The required answer is each line in the entries below where "then" occurs.

--- START ---

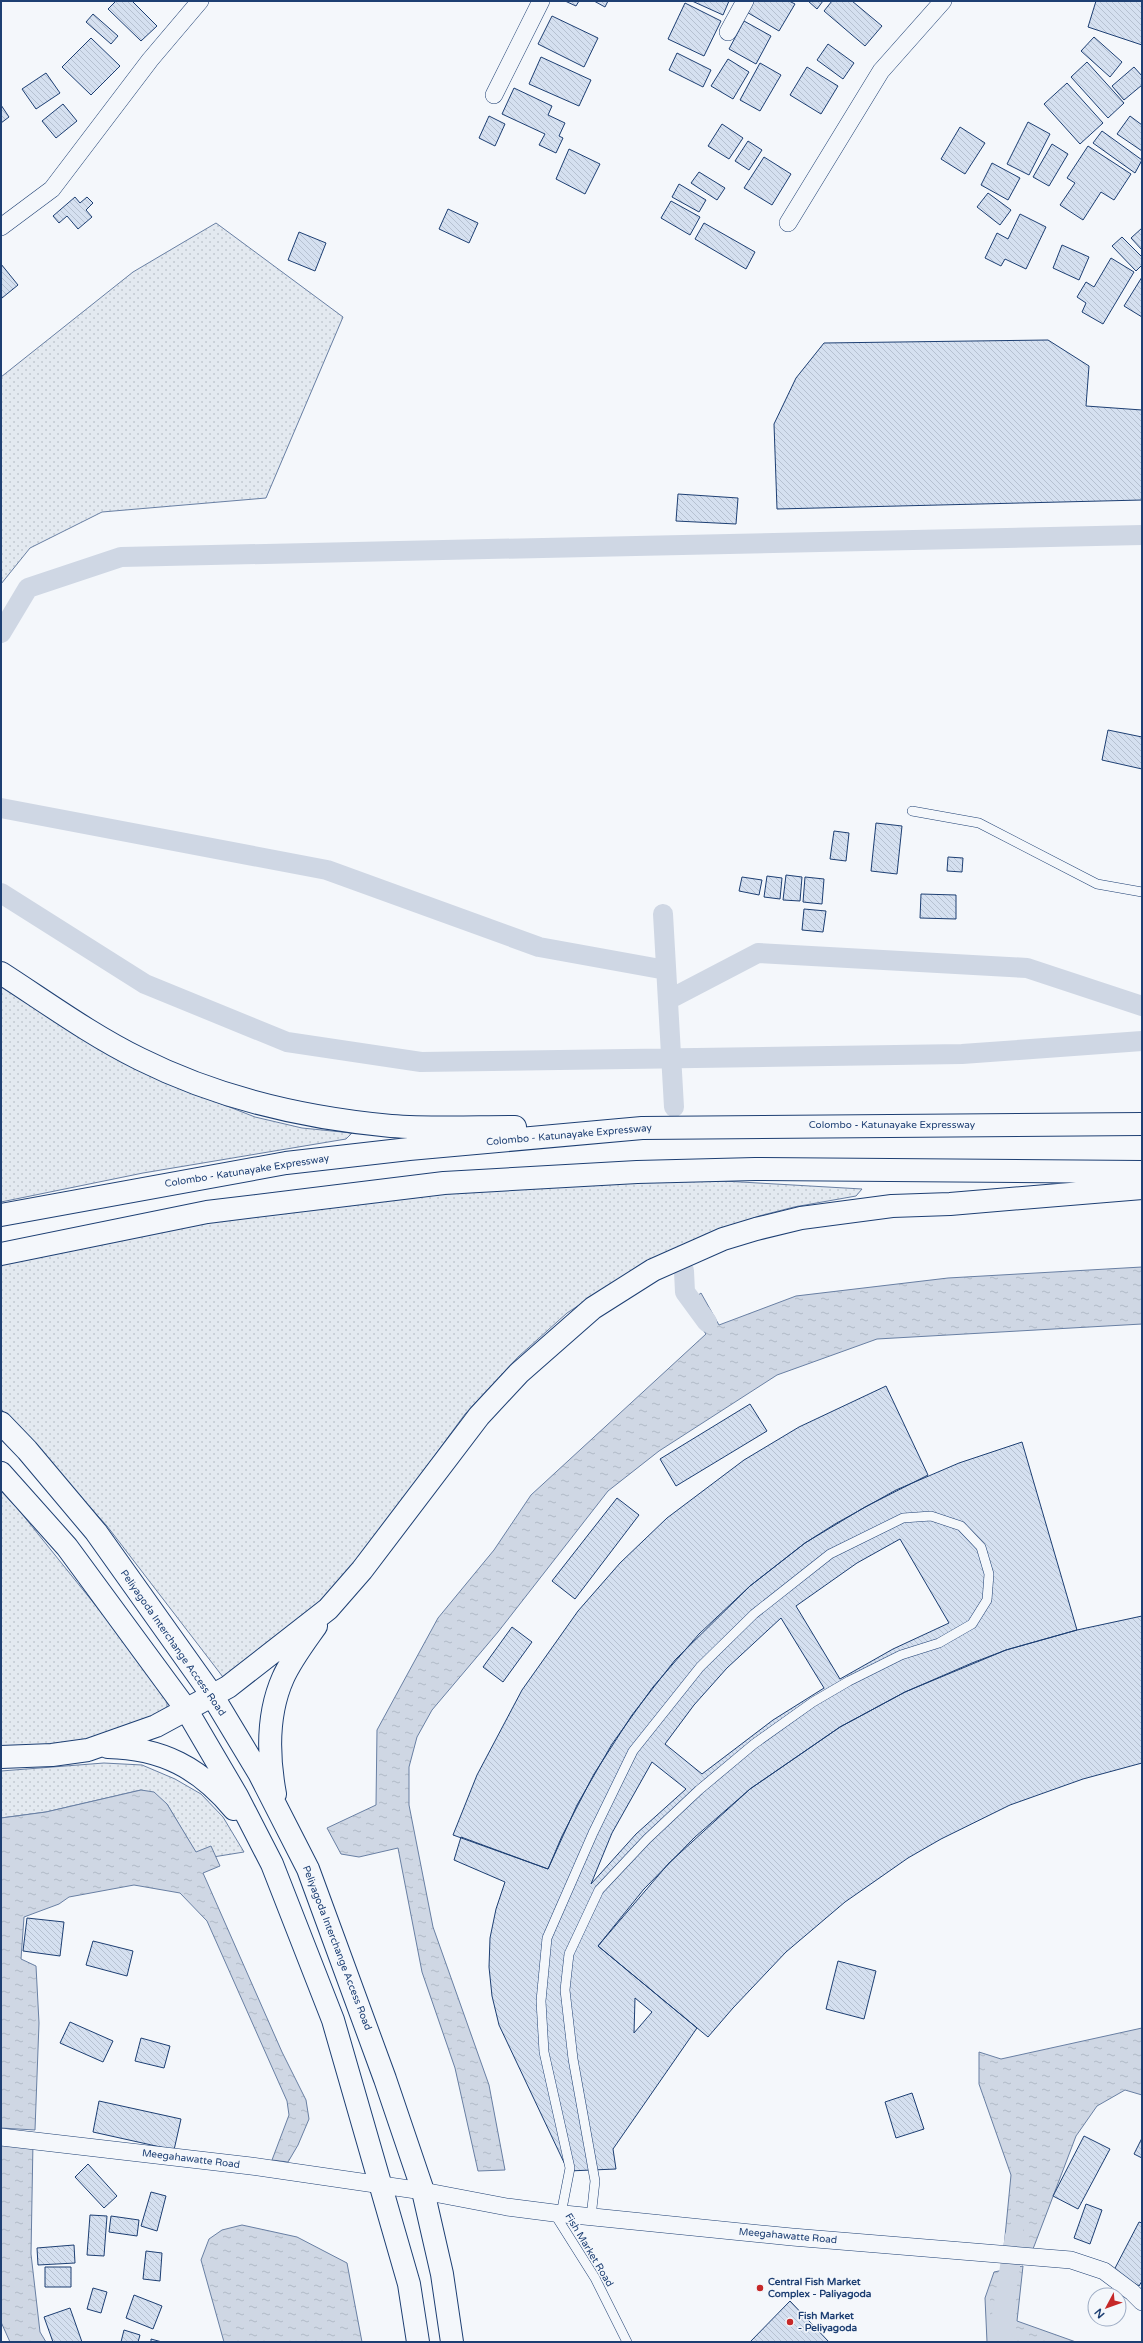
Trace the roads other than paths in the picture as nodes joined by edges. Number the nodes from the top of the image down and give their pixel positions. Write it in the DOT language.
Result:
graph roads {
  1 [pos="200,1"];
  2 [pos="541,1"];
  3 [pos="745,1"];
  4 [pos="943,1"];
  5 [pos="728,32"];
  6 [pos="494,95"];
  7 [pos="788,223"];
  8 [pos="1,227"];
  9 [pos="912,811"];
  10 [pos="1142,892"];
  11 [pos="1,973"];
  12 [pos="1142,1124"];
  13 [pos="642,1128"];
  14 [pos="1142,1172"];
  15 [pos="1142,1188"];
  16 [pos="1,1215"];
  17 [pos="1,1254"];
  18 [pos="1,1423"];
  19 [pos="1,1473"];
  20 [pos="328,1609"];
  21 [pos="212,1695"];
  22 [pos="186,1709"];
  23 [pos="88,1750"];
  24 [pos="1,1756"];
  25 [pos="279,1812"];
  26 [pos="261,1842"];
  27 [pos="1,2137"];
  28 [pos="380,2185"];
  29 [pos="423,2191"];
  30 [pos="557,2214"];
  31 [pos="591,2217"];
  32 [pos="1142,2302"];
  33 [pos="418,2342"];
  34 [pos="452,2342"];
  35 [pos="626,2342"];
  1 -- 8 [label="street"];
  2 -- 6 [label="street"];
  3 -- 5 [label="street"];
  4 -- 7 [label="street"];
  9 -- 10 [label="lane"];
  11 -- 13 [label="highway"];
  12 -- 13 [label="highway, Colombo - Katunayake Expressway"];
  13 -- 16 [label="highway, Colombo - Katunayake Expressway"];
  14 -- 17 [label="highway"];
  15 -- 20 [label="highway"];
  18 -- 21 [label="highway, Peliyagoda Interchange Access Road"];
  19 -- 22 [label="highway"];
  20 -- 21 [label="highway"];
  20 -- 25 [label="highway"];
  21 -- 22 [label="highway"];
  21 -- 25 [label="highway, Peliyagoda Interchange Access Road"];
  22 -- 23 [label="highway"];
  22 -- 26 [label="highway"];
  23 -- 24 [label="highway"];
  23 -- 26 [label="highway"];
  25 -- 29 [label="highway, Peliyagoda Interchange Access Road"];
  26 -- 28 [label="highway"];
  27 -- 28 [label="street, Meegahawatte Road"];
  28 -- 29 [label="street, Meegahawatte Road"];
  28 -- 33 [label="highway"];
  29 -- 30 [label="street, Meegahawatte Road"];
  29 -- 34 [label="highway, Peliyagoda Interchange Access Road"];
  30 -- 31 [label="street, Meegahawatte Road"];
  30 -- 31 [label="lane"];
  30 -- 35 [label="lane, Fish Market Road"];
  31 -- 32 [label="street, Meegahawatte Road"];
}
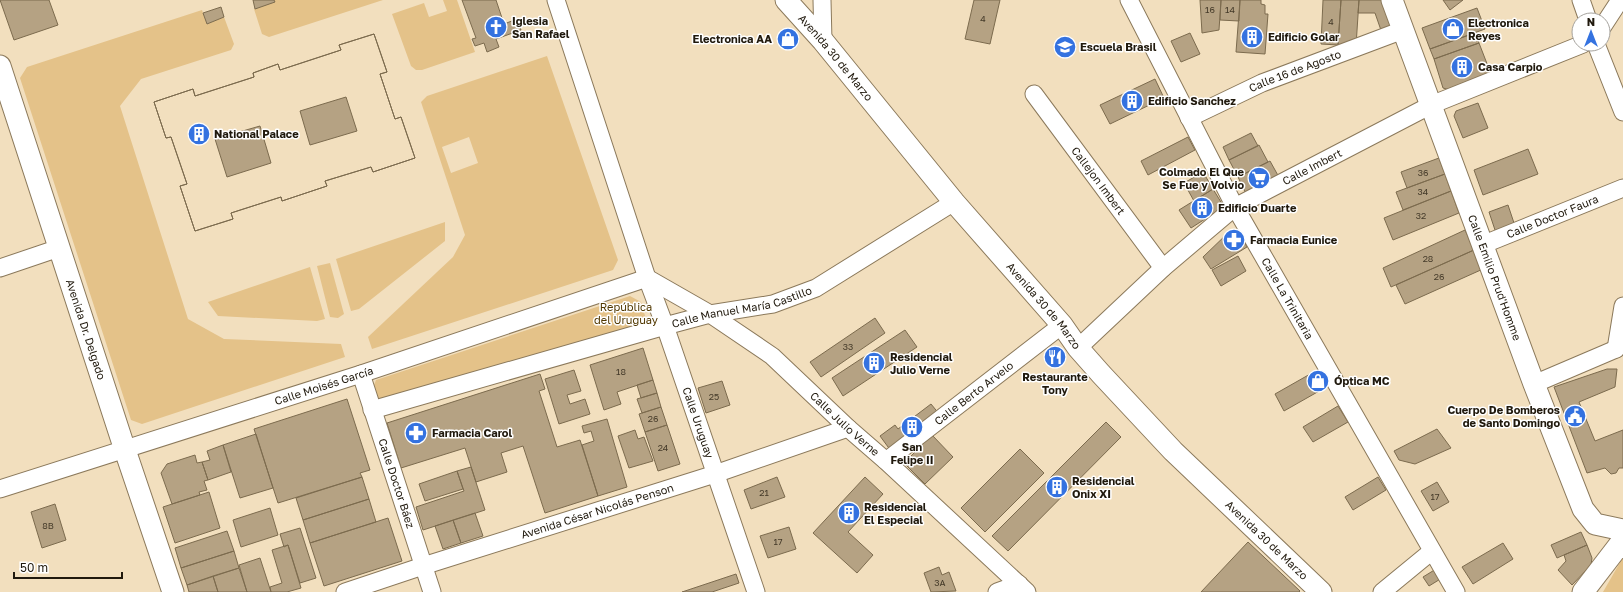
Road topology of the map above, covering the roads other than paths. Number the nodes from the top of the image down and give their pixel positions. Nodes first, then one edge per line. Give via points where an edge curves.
1 (556, 0) edge
2 (786, 0) edge
3 (822, 0) edge
4 (1129, 0) edge
5 (1392, 0) edge
6 (1581, 0) edge
7 (1620, 0) edge
8 (1585, 12) edge
9 (1611, 14) edge
10 (1403, 30) junction
11 (823, 41) junction
12 (1571, 49) edge
13 (1599, 52) edge
14 (0, 66) edge
15 (1034, 94) dead end
16 (1432, 105) junction
17 (1623, 112) edge
18 (1190, 118) junction
19 (1623, 188) edge
20 (954, 202) junction
21 (1235, 207) junction
22 (1482, 245) junction
23 (59, 248) junction
24 (0, 268) edge
25 (1163, 268) junction
26 (647, 278) junction
27 (1623, 306) edge
28 (710, 314) junction
29 (1062, 325) junction
30 (665, 326) junction
31 (1078, 348) junction
32 (1619, 351) edge
33 (361, 374) junction
34 (1534, 384) junction
35 (372, 410) junction
36 (848, 428) junction
37 (125, 450) junction
38 (886, 461) junction
39 (715, 474) junction
40 (0, 489) edge
41 (1623, 530) edge
42 (1623, 540) edge
43 (1432, 551) junction
44 (423, 566) junction
45 (1023, 588) edge
46 (173, 592) edge
47 (345, 592) edge
48 (432, 592) edge
49 (756, 592) edge
50 (997, 592) edge
51 (1321, 592) edge
52 (1382, 592) edge
53 (1456, 592) edge
54 (1583, 592) edge

1 - 26 street, Calle Uruguay
2 - 11 main road, Avenida 30 de Marzo
3 - 11 street
4 - 18 street, Calle La Trinitaria
5 - 10 main road, Calle Emilio Prud'Homme
6 - 8 street
7 - 9 street
10 - 16 main road, Calle Emilio Prud'Homme
10 - 18 street, Calle 16 de Agosto via 1262,83
11 - 20 main road, Avenida 30 de Marzo
12 - 16 street, Calle Imbert
13 - 17 street
14 - 23 main road, Avenida Dr. Delgado
15 - 25 street, Callejon Imbert
16 - 21 street, Calle Imbert
16 - 22 main road, Calle Emilio Prud'Homme
18 - 21 street, Calle La Trinitaria
19 - 22 street, Calle Doctor Faura
20 - 28 street, Calle Manuel María Castillo via 816,288 773,304
20 - 29 main road, Avenida 30 de Marzo
21 - 25 street, Calle Imbert
21 - 43 street, Calle La Trinitaria
22 - 34 main road, Calle Emilio Prud'Homme
23 - 24 street
23 - 37 main road, Avenida Dr. Delgado
25 - 31 street, Calle Imbert
26 - 28 street, Calle Julio Verne
26 - 30 street, Calle Uruguay
26 - 33 street, Calle Moisés García
27 - 32 street
28 - 30 street, Calle Manuel María Castillo
28 - 36 street, Calle Julio Verne via 772,356
29 - 31 main road, Avenida 30 de Marzo
29 - 38 street, Calle Berto Arvelo
30 - 35 street, Calle Manuel María Castillo
30 - 39 street, Calle Uruguay
31 - 51 main road, Avenida 30 de Marzo via 1173,451
32 - 34 street
33 - 35 street, Calle Doctor Báez
33 - 37 street, Calle Moisés García
34 - 41 main road, Calle Emilio Prud'Homme via 1583,510 1595,524
35 - 44 street, Calle Doctor Báez
36 - 38 street, Calle Julio Verne
36 - 39 street, Avenida César Nicolás Penson
37 - 40 street, Calle Moisés García
37 - 46 main road, Avenida Dr. Delgado
38 - 45 street, Calle Julio Verne
39 - 44 street, Avenida César Nicolás Penson
39 - 49 street, Calle Uruguay
42 - 54 main road
43 - 52 street
43 - 53 street, Calle La Trinitaria
44 - 47 street, Avenida César Nicolás Penson
44 - 48 street, Calle Doctor Báez
45 - 50 street

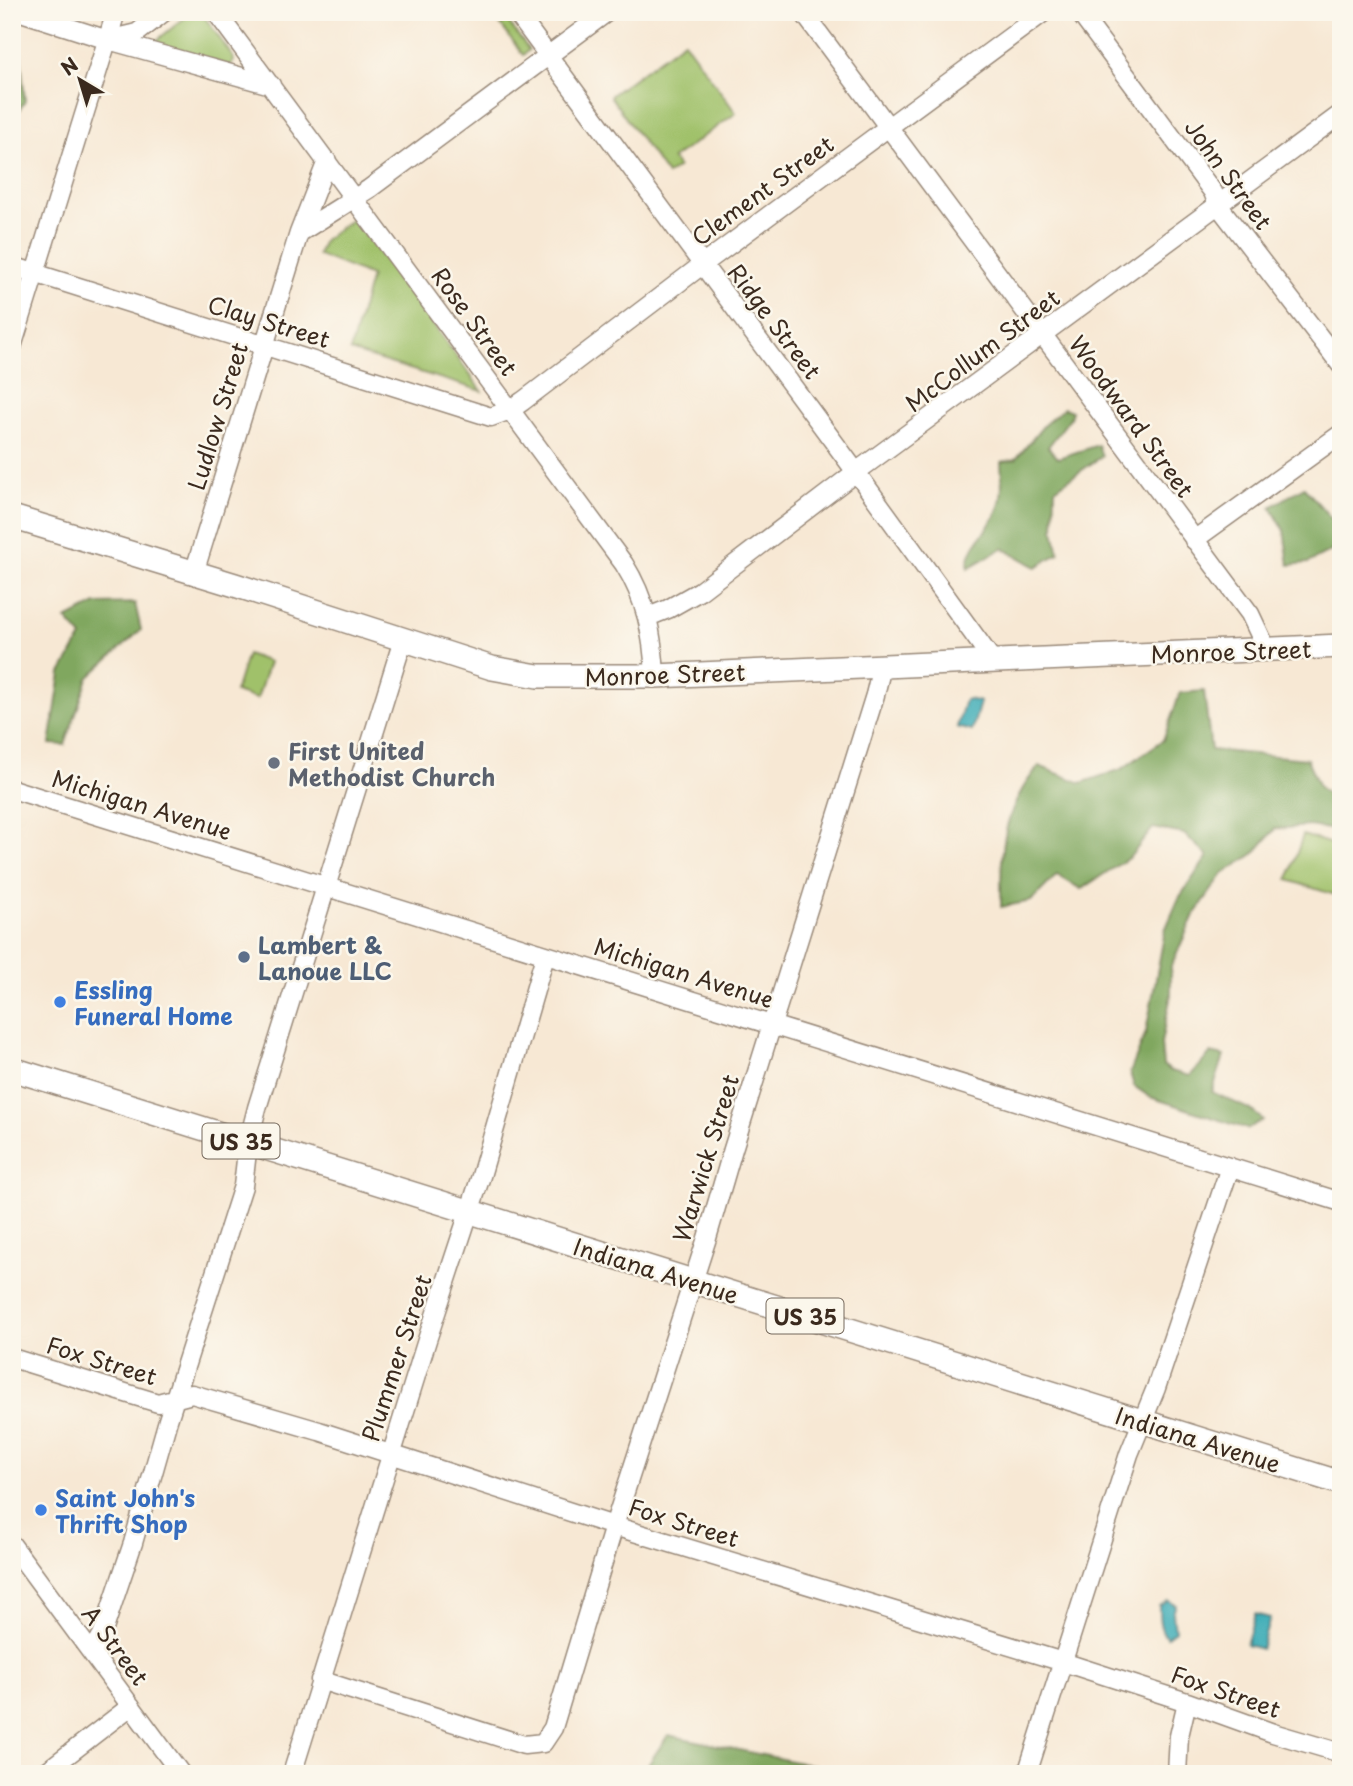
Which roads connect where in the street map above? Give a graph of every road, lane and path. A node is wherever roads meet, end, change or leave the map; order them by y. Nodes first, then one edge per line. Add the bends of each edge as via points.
1 (21, 12) edge
2 (116, 12) edge
3 (164, 12) edge
4 (216, 12) edge
5 (516, 12) edge
6 (607, 12) edge
7 (803, 12) edge
8 (1044, 12) edge
9 (1079, 12) edge
10 (108, 40) junction
11 (547, 55) junction
12 (271, 85) junction
13 (1341, 114) edge
14 (888, 129) junction
15 (327, 161) junction
16 (355, 198) junction
17 (1218, 205) junction
18 (299, 233) junction
19 (702, 265) junction
20 (12, 266) edge
21 (35, 273) junction
22 (1041, 335) junction
23 (265, 345) junction
24 (12, 346) edge
25 (1341, 365) edge
26 (510, 410) junction
27 (1341, 434) edge
28 (856, 472) junction
29 (12, 517) edge
30 (1194, 540) junction
31 (194, 573) junction
32 (648, 617) junction
33 (403, 640) junction
34 (1341, 646) edge
35 (1267, 650) junction
36 (993, 661) junction
37 (882, 666) junction
38 (655, 676) junction
39 (12, 789) edge
40 (326, 886) junction
41 (545, 956) junction
42 (773, 1024) junction
43 (12, 1069) edge
44 (248, 1143) junction
45 (1230, 1167) junction
46 (1341, 1202) edge
47 (469, 1213) junction
48 (692, 1281) junction
49 (12, 1358) edge
50 (175, 1400) junction
51 (1141, 1422) junction
52 (391, 1454) junction
53 (1341, 1483) edge
54 (614, 1526) junction
55 (12, 1545) edge
56 (92, 1653) junction
57 (1063, 1662) junction
58 (320, 1680) junction
59 (1187, 1702) junction
60 (131, 1706) junction
61 (1341, 1753) edge
62 (43, 1774) edge
63 (181, 1774) edge
64 (292, 1774) edge
65 (1027, 1774) edge
66 (1177, 1774) edge

1 - 10 street
2 - 10 street
3 - 10 street via 137,33
4 - 12 street, Rose Street
5 - 11 street, Ridge Street
6 - 11 street
7 - 14 street, Woodward Street
8 - 14 street, Clement Street
9 - 17 street, John Street via 1213,192
10 - 12 street
10 - 21 street
11 - 16 street
11 - 19 street, Ridge Street
12 - 15 street, Rose Street
13 - 17 street, McCollum Street
14 - 19 street, Clement Street
14 - 22 street, Woodward Street
15 - 16 street, Rose Street
15 - 18 street, Ludlow Street
16 - 18 street
16 - 26 street, Rose Street
17 - 22 street, McCollum Street
17 - 25 street, John Street
18 - 23 street, Ludlow Street
19 - 26 street, Clement Street
19 - 28 street, Ridge Street
20 - 21 street, Clay Street
21 - 23 street, Clay Street
21 - 24 street
22 - 28 street, McCollum Street
22 - 30 street, Woodward Street
23 - 26 street, Clay Street via 491,417
23 - 31 street, Ludlow Street
26 - 32 street, Rose Street via 624,564
27 - 30 street
28 - 32 street, McCollum Street via 699,592
28 - 36 street, Ridge Street
29 - 31 main road, Monroe Street
30 - 35 street, Woodward Street via 1250,614
31 - 33 main road, Monroe Street
32 - 38 street, Rose Street
33 - 38 main road, Monroe Street via 524,675
33 - 40 street
34 - 35 main road, Monroe Street
35 - 36 main road, Monroe Street
36 - 37 main road, Monroe Street
37 - 38 main road, Monroe Street
37 - 42 street, Warwick Street
39 - 40 street, Michigan Avenue
40 - 41 street, Michigan Avenue
40 - 44 street
41 - 42 street, Michigan Avenue
41 - 47 street, Plummer Street
42 - 45 street, Michigan Avenue
42 - 48 street, Warwick Street
43 - 44 main road, Indiana Avenue / US 35
44 - 47 main road, Indiana Avenue / US 35
44 - 50 street via 243,1186
45 - 46 street, Michigan Avenue
45 - 51 street
47 - 48 main road, Indiana Avenue / US 35
47 - 52 street, Plummer Street
48 - 51 main road, Indiana Avenue / US 35
48 - 54 street, Warwick Street
49 - 50 street, Fox Street via 158,1403
50 - 52 street, Fox Street via 192,1395
50 - 56 street via 133,1543
51 - 53 main road, Indiana Avenue / US 35
51 - 57 street
52 - 54 street, Fox Street
52 - 58 street, Plummer Street
54 - 57 street, Fox Street
54 - 58 street, Warwick Street via 553,1728 543,1743 523,1745
55 - 56 street, A Street
56 - 60 street, A Street
57 - 59 street, Fox Street
57 - 65 street
58 - 64 street, Plummer Street
59 - 61 street, Fox Street
59 - 66 street
60 - 62 street
60 - 63 street, A Street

--- END ---

__ANSWER SECTION__
Road topology of the map above, covering the roads other than paths. Number the nodes from the top of the image down and give their pixel positions. Nodes first, then one edge per line. Give via points where an edge curves.
Which roads connect where in the street map above? Give a graph of every road, lane and path. A node is wherever roads meet, end, change or leave the map; order them by y. Nodes first, then one edge per line. Add the bends of each edge as via points.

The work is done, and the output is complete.